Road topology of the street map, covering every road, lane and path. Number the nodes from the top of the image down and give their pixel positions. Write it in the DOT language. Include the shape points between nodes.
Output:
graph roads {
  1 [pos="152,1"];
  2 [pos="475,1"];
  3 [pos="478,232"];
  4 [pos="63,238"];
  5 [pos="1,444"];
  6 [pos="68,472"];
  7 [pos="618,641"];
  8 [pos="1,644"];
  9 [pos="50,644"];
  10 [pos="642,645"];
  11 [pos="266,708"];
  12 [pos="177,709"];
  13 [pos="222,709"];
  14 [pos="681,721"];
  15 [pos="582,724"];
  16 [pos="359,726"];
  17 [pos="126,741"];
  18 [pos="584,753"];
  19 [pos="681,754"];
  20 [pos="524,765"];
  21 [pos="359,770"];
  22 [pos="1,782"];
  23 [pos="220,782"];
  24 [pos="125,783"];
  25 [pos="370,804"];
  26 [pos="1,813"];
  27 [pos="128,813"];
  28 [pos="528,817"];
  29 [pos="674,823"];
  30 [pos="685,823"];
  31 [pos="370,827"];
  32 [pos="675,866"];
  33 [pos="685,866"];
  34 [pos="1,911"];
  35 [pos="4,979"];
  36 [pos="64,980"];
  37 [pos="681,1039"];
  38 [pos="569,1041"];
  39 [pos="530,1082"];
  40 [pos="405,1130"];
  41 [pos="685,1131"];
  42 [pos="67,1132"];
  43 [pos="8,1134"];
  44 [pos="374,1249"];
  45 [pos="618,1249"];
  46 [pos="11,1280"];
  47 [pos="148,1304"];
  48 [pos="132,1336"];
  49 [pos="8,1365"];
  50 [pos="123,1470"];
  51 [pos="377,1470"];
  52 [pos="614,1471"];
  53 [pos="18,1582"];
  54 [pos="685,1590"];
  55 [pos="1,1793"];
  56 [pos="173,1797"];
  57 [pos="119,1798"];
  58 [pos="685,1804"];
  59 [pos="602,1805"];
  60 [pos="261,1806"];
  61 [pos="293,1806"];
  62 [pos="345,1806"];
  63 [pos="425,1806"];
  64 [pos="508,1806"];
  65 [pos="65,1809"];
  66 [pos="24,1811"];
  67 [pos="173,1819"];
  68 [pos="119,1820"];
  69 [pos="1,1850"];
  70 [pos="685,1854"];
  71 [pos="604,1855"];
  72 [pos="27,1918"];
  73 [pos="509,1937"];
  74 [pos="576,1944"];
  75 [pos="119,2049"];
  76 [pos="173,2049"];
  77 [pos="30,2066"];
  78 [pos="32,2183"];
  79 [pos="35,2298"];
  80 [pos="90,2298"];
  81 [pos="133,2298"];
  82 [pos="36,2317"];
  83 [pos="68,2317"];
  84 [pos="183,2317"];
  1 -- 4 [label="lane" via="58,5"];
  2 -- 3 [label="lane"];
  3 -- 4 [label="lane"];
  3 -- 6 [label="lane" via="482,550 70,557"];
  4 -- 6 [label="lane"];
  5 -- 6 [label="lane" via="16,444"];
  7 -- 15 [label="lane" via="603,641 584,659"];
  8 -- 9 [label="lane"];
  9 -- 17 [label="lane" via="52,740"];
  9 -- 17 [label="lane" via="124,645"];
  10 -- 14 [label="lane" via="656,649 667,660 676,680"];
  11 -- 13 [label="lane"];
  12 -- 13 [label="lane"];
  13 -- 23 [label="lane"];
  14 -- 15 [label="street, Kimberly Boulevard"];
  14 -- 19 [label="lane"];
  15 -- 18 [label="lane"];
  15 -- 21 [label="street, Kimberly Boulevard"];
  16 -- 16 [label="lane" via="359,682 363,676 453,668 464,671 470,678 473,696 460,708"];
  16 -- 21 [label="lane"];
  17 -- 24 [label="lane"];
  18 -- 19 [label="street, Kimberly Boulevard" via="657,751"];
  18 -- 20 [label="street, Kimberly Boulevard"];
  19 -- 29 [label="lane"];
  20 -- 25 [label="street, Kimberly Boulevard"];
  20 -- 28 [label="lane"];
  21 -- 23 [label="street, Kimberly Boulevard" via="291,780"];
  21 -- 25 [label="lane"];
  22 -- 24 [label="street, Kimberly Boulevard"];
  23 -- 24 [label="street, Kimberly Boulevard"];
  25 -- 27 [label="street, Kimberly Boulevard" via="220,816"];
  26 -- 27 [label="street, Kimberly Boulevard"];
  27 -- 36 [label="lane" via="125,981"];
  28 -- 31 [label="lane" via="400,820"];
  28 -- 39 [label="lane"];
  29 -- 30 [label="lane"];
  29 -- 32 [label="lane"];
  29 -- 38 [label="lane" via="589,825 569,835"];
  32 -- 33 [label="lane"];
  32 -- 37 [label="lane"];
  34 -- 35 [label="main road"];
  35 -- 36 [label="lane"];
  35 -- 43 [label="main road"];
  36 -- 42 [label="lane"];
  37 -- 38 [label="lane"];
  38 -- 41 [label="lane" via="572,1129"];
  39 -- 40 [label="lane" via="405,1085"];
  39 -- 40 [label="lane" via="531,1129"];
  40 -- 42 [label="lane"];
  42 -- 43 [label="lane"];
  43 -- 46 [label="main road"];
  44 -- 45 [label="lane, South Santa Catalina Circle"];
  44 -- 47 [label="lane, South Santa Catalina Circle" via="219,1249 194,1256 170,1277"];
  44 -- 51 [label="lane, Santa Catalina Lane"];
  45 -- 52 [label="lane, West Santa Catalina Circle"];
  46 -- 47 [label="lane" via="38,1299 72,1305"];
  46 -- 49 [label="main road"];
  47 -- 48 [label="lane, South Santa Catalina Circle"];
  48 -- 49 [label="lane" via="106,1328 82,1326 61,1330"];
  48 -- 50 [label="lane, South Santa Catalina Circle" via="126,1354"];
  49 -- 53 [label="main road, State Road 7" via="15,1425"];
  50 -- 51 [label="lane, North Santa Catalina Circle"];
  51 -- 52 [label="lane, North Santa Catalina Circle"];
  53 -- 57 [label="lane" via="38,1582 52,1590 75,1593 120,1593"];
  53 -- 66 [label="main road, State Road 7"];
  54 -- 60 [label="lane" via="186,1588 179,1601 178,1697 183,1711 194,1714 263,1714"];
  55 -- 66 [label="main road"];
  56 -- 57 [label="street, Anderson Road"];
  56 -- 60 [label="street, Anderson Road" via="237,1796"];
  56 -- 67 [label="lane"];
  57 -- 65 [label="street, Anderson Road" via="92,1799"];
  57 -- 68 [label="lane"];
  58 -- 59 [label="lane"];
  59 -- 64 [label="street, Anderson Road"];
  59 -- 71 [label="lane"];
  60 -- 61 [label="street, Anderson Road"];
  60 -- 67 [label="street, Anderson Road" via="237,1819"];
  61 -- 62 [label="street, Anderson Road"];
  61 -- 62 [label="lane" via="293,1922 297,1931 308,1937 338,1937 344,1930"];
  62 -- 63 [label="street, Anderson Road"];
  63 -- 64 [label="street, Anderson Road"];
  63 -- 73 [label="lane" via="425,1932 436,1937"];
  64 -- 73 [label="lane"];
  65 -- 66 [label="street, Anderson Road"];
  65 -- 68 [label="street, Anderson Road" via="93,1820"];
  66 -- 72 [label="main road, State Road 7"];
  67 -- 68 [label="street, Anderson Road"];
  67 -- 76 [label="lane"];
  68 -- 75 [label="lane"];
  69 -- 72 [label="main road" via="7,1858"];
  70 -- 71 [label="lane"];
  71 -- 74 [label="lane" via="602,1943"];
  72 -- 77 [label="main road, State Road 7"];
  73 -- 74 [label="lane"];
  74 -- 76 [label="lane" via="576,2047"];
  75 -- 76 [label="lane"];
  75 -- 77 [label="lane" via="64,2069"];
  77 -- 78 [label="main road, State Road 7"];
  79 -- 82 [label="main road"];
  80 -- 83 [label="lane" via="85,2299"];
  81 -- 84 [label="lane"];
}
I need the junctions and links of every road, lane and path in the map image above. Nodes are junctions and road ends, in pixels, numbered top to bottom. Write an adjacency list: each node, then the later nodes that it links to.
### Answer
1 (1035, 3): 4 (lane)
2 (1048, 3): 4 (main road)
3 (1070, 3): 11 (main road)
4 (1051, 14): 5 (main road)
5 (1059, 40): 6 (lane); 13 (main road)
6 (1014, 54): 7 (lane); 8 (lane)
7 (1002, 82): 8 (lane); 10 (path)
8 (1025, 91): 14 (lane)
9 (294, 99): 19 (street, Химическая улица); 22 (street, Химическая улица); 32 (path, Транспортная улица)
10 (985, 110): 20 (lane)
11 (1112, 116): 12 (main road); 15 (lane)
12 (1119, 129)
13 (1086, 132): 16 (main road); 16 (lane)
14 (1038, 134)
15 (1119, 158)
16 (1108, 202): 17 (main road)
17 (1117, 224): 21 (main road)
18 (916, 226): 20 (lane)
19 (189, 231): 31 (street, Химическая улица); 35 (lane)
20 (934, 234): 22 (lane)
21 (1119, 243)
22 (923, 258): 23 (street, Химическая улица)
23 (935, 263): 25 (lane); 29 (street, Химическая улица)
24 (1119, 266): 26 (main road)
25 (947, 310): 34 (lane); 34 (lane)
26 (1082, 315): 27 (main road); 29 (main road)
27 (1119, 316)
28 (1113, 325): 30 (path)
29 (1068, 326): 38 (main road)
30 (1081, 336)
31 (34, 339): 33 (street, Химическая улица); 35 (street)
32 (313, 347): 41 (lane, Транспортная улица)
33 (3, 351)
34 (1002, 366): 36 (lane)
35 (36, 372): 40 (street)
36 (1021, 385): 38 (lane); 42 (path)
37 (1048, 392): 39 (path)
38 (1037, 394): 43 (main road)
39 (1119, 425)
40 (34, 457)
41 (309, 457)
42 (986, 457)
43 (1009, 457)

- Problem requirements -
Look through the listing above. Pick out each line with "South" and copy it.

- Problem solution -
  44 -- 45 [label="lane, South Santa Catalina Circle"];
  44 -- 47 [label="lane, South Santa Catalina Circle" via="219,1249 194,1256 170,1277"];
  47 -- 48 [label="lane, South Santa Catalina Circle"];
  48 -- 50 [label="lane, South Santa Catalina Circle" via="126,1354"];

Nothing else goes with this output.